### Problem description
Write out all of the data without omission, exactly as shown.

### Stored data
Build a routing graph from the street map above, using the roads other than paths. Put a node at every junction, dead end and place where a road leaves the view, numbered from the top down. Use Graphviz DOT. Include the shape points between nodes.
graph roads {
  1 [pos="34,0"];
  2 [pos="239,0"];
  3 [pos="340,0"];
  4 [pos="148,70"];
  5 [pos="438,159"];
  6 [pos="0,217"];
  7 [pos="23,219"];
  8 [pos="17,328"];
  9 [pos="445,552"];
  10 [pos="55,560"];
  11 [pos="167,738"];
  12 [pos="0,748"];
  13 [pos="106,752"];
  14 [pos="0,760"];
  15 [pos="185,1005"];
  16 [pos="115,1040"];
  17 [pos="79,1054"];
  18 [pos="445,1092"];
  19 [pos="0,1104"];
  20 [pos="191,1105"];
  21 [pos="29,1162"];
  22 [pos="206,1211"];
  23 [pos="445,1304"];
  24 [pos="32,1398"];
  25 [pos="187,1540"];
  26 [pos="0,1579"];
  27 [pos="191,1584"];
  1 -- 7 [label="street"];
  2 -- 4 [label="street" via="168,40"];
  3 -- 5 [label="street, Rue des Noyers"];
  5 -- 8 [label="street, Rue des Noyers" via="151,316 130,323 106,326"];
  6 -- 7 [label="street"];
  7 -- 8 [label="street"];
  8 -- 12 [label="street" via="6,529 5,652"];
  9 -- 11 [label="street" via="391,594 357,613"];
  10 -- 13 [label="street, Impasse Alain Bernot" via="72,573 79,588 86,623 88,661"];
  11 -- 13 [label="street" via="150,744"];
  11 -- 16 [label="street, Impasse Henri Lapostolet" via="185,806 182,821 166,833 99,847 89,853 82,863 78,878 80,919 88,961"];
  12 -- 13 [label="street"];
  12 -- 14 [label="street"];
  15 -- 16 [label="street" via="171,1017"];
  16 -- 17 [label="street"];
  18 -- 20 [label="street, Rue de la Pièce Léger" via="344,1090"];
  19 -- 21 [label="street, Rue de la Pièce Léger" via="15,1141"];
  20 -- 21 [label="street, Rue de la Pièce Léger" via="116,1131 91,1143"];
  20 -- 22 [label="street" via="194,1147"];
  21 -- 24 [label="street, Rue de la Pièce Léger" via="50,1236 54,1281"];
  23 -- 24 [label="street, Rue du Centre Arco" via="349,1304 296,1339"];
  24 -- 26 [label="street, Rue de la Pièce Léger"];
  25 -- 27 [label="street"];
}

### Result for this exercise
Build a routing graph from the street map above, using the roads other than paths. Put a node at every junction, dead end and place where a road leaves the view, numbered from the top down. Use Graphviz DOT. Include the shape points between nodes.
graph roads {
  1 [pos="34,0"];
  2 [pos="239,0"];
  3 [pos="340,0"];
  4 [pos="148,70"];
  5 [pos="438,159"];
  6 [pos="0,217"];
  7 [pos="23,219"];
  8 [pos="17,328"];
  9 [pos="445,552"];
  10 [pos="55,560"];
  11 [pos="167,738"];
  12 [pos="0,748"];
  13 [pos="106,752"];
  14 [pos="0,760"];
  15 [pos="185,1005"];
  16 [pos="115,1040"];
  17 [pos="79,1054"];
  18 [pos="445,1092"];
  19 [pos="0,1104"];
  20 [pos="191,1105"];
  21 [pos="29,1162"];
  22 [pos="206,1211"];
  23 [pos="445,1304"];
  24 [pos="32,1398"];
  25 [pos="187,1540"];
  26 [pos="0,1579"];
  27 [pos="191,1584"];
  1 -- 7 [label="street"];
  2 -- 4 [label="street" via="168,40"];
  3 -- 5 [label="street, Rue des Noyers"];
  5 -- 8 [label="street, Rue des Noyers" via="151,316 130,323 106,326"];
  6 -- 7 [label="street"];
  7 -- 8 [label="street"];
  8 -- 12 [label="street" via="6,529 5,652"];
  9 -- 11 [label="street" via="391,594 357,613"];
  10 -- 13 [label="street, Impasse Alain Bernot" via="72,573 79,588 86,623 88,661"];
  11 -- 13 [label="street" via="150,744"];
  11 -- 16 [label="street, Impasse Henri Lapostolet" via="185,806 182,821 166,833 99,847 89,853 82,863 78,878 80,919 88,961"];
  12 -- 13 [label="street"];
  12 -- 14 [label="street"];
  15 -- 16 [label="street" via="171,1017"];
  16 -- 17 [label="street"];
  18 -- 20 [label="street, Rue de la Pièce Léger" via="344,1090"];
  19 -- 21 [label="street, Rue de la Pièce Léger" via="15,1141"];
  20 -- 21 [label="street, Rue de la Pièce Léger" via="116,1131 91,1143"];
  20 -- 22 [label="street" via="194,1147"];
  21 -- 24 [label="street, Rue de la Pièce Léger" via="50,1236 54,1281"];
  23 -- 24 [label="street, Rue du Centre Arco" via="349,1304 296,1339"];
  24 -- 26 [label="street, Rue de la Pièce Léger"];
  25 -- 27 [label="street"];
}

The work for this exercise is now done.